Recorded data

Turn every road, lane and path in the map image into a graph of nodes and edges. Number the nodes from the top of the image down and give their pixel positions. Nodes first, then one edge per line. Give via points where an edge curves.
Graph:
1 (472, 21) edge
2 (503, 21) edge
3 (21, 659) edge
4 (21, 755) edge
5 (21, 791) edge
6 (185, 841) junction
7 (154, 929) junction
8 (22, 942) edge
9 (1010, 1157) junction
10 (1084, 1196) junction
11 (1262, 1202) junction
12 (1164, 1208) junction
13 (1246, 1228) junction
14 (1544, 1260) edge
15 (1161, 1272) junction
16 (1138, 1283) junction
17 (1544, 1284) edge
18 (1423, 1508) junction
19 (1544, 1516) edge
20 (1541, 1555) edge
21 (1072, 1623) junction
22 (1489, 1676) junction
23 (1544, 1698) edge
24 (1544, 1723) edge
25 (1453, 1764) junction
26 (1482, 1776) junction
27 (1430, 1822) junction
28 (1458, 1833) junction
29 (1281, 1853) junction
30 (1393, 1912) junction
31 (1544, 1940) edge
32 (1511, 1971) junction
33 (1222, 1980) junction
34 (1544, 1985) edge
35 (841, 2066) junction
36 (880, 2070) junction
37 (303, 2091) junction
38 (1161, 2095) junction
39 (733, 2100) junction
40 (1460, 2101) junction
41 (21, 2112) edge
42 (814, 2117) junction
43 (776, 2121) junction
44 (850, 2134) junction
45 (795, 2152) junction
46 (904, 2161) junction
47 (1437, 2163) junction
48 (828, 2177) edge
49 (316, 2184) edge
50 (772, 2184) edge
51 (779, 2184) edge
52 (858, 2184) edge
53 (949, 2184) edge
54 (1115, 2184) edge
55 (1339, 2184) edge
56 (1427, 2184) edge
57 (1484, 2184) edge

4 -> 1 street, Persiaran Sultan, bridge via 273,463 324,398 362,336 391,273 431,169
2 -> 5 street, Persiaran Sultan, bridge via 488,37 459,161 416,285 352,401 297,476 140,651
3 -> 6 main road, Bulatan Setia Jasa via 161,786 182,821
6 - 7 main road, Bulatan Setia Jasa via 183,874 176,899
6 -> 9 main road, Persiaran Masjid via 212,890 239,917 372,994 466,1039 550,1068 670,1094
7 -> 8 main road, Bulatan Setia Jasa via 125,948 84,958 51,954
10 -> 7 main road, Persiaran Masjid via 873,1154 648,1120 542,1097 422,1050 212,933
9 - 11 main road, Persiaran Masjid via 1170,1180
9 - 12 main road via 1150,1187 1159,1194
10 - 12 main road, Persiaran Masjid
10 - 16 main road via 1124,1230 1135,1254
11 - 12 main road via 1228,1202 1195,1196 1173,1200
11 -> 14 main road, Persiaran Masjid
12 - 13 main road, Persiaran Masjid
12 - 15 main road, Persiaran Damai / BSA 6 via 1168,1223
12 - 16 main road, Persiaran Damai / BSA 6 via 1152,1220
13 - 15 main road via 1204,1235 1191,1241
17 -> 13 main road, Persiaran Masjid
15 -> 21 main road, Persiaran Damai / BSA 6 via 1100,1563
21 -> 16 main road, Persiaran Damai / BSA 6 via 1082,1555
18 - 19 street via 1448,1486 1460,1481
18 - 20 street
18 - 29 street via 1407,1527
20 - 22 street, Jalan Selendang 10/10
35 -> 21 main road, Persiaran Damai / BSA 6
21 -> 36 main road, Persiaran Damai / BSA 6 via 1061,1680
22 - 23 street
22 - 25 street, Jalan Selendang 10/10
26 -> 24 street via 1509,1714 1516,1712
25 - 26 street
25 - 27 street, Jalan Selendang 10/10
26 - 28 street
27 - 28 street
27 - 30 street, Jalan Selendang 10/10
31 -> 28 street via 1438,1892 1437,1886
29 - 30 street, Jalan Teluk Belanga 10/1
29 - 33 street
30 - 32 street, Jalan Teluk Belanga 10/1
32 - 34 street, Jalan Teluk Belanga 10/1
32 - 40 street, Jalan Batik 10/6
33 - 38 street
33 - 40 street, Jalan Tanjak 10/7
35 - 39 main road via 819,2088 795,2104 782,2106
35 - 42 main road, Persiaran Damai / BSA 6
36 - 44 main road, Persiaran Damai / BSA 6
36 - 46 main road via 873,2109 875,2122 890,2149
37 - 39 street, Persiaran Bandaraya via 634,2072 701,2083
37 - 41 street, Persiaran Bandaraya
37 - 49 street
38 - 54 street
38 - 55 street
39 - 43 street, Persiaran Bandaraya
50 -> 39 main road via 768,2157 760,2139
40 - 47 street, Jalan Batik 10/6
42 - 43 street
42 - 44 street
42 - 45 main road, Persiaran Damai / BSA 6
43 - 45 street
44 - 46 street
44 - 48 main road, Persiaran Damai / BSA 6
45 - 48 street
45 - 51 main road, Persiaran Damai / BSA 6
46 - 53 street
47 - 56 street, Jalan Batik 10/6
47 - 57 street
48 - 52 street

Assignment: Please write the entries out again exactly as they stand.

Answer to this problem:
Turn every road, lane and path in the map image into a graph of nodes and edges. Number the nodes from the top of the image down and give their pixel positions. Nodes first, then one edge per line. Give via points where an edge curves.
Graph:
1 (472, 21) edge
2 (503, 21) edge
3 (21, 659) edge
4 (21, 755) edge
5 (21, 791) edge
6 (185, 841) junction
7 (154, 929) junction
8 (22, 942) edge
9 (1010, 1157) junction
10 (1084, 1196) junction
11 (1262, 1202) junction
12 (1164, 1208) junction
13 (1246, 1228) junction
14 (1544, 1260) edge
15 (1161, 1272) junction
16 (1138, 1283) junction
17 (1544, 1284) edge
18 (1423, 1508) junction
19 (1544, 1516) edge
20 (1541, 1555) edge
21 (1072, 1623) junction
22 (1489, 1676) junction
23 (1544, 1698) edge
24 (1544, 1723) edge
25 (1453, 1764) junction
26 (1482, 1776) junction
27 (1430, 1822) junction
28 (1458, 1833) junction
29 (1281, 1853) junction
30 (1393, 1912) junction
31 (1544, 1940) edge
32 (1511, 1971) junction
33 (1222, 1980) junction
34 (1544, 1985) edge
35 (841, 2066) junction
36 (880, 2070) junction
37 (303, 2091) junction
38 (1161, 2095) junction
39 (733, 2100) junction
40 (1460, 2101) junction
41 (21, 2112) edge
42 (814, 2117) junction
43 (776, 2121) junction
44 (850, 2134) junction
45 (795, 2152) junction
46 (904, 2161) junction
47 (1437, 2163) junction
48 (828, 2177) edge
49 (316, 2184) edge
50 (772, 2184) edge
51 (779, 2184) edge
52 (858, 2184) edge
53 (949, 2184) edge
54 (1115, 2184) edge
55 (1339, 2184) edge
56 (1427, 2184) edge
57 (1484, 2184) edge

4 -> 1 street, Persiaran Sultan, bridge via 273,463 324,398 362,336 391,273 431,169
2 -> 5 street, Persiaran Sultan, bridge via 488,37 459,161 416,285 352,401 297,476 140,651
3 -> 6 main road, Bulatan Setia Jasa via 161,786 182,821
6 - 7 main road, Bulatan Setia Jasa via 183,874 176,899
6 -> 9 main road, Persiaran Masjid via 212,890 239,917 372,994 466,1039 550,1068 670,1094
7 -> 8 main road, Bulatan Setia Jasa via 125,948 84,958 51,954
10 -> 7 main road, Persiaran Masjid via 873,1154 648,1120 542,1097 422,1050 212,933
9 - 11 main road, Persiaran Masjid via 1170,1180
9 - 12 main road via 1150,1187 1159,1194
10 - 12 main road, Persiaran Masjid
10 - 16 main road via 1124,1230 1135,1254
11 - 12 main road via 1228,1202 1195,1196 1173,1200
11 -> 14 main road, Persiaran Masjid
12 - 13 main road, Persiaran Masjid
12 - 15 main road, Persiaran Damai / BSA 6 via 1168,1223
12 - 16 main road, Persiaran Damai / BSA 6 via 1152,1220
13 - 15 main road via 1204,1235 1191,1241
17 -> 13 main road, Persiaran Masjid
15 -> 21 main road, Persiaran Damai / BSA 6 via 1100,1563
21 -> 16 main road, Persiaran Damai / BSA 6 via 1082,1555
18 - 19 street via 1448,1486 1460,1481
18 - 20 street
18 - 29 street via 1407,1527
20 - 22 street, Jalan Selendang 10/10
35 -> 21 main road, Persiaran Damai / BSA 6
21 -> 36 main road, Persiaran Damai / BSA 6 via 1061,1680
22 - 23 street
22 - 25 street, Jalan Selendang 10/10
26 -> 24 street via 1509,1714 1516,1712
25 - 26 street
25 - 27 street, Jalan Selendang 10/10
26 - 28 street
27 - 28 street
27 - 30 street, Jalan Selendang 10/10
31 -> 28 street via 1438,1892 1437,1886
29 - 30 street, Jalan Teluk Belanga 10/1
29 - 33 street
30 - 32 street, Jalan Teluk Belanga 10/1
32 - 34 street, Jalan Teluk Belanga 10/1
32 - 40 street, Jalan Batik 10/6
33 - 38 street
33 - 40 street, Jalan Tanjak 10/7
35 - 39 main road via 819,2088 795,2104 782,2106
35 - 42 main road, Persiaran Damai / BSA 6
36 - 44 main road, Persiaran Damai / BSA 6
36 - 46 main road via 873,2109 875,2122 890,2149
37 - 39 street, Persiaran Bandaraya via 634,2072 701,2083
37 - 41 street, Persiaran Bandaraya
37 - 49 street
38 - 54 street
38 - 55 street
39 - 43 street, Persiaran Bandaraya
50 -> 39 main road via 768,2157 760,2139
40 - 47 street, Jalan Batik 10/6
42 - 43 street
42 - 44 street
42 - 45 main road, Persiaran Damai / BSA 6
43 - 45 street
44 - 46 street
44 - 48 main road, Persiaran Damai / BSA 6
45 - 48 street
45 - 51 main road, Persiaran Damai / BSA 6
46 - 53 street
47 - 56 street, Jalan Batik 10/6
47 - 57 street
48 - 52 street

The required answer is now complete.